▸ Assignment: Wherever a line of the data contains "Elubo", copy that line.
*** Opening Extracted information ***
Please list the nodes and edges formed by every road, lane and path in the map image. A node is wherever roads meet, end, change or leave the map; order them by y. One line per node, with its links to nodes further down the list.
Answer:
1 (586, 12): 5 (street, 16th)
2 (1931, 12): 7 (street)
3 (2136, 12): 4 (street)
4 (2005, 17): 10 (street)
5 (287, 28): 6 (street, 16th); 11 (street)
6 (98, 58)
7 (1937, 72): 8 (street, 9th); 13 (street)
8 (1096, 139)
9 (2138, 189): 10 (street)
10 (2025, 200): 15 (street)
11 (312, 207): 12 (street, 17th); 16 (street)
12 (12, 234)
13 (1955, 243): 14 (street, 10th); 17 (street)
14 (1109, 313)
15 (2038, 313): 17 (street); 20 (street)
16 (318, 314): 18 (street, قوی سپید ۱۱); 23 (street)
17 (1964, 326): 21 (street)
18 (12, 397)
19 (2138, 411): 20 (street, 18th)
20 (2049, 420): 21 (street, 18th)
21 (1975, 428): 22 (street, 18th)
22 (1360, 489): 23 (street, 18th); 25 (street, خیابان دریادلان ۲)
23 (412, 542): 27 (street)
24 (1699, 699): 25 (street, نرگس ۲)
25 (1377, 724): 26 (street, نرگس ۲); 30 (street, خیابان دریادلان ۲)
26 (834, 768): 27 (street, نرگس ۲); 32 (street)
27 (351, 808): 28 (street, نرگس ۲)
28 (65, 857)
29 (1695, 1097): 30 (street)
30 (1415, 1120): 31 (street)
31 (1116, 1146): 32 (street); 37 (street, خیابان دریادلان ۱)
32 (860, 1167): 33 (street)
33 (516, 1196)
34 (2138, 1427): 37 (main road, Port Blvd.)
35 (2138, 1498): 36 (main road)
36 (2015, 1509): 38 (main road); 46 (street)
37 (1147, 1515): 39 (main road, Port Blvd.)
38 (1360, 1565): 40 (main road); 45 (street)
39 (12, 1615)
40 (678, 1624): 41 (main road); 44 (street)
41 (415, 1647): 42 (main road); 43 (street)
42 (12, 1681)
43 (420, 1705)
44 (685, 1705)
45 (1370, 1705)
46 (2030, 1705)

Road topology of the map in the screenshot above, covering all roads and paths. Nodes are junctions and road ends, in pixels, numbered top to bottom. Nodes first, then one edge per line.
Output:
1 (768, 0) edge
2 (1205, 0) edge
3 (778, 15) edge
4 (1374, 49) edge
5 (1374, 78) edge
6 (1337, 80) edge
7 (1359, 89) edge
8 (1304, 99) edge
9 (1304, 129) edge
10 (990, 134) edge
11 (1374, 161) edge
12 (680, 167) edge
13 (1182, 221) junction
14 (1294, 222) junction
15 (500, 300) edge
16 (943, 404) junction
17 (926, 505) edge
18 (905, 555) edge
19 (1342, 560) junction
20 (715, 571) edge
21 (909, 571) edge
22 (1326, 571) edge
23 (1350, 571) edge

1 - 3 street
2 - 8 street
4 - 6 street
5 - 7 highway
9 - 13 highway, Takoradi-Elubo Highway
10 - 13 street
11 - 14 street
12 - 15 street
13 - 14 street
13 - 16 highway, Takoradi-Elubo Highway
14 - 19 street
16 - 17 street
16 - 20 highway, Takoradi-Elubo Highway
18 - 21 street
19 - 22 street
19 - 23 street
*** Closing Extracted information ***
▸ Exercise response:
9 - 13 highway, Takoradi-Elubo Highway
13 - 16 highway, Takoradi-Elubo Highway
16 - 20 highway, Takoradi-Elubo Highway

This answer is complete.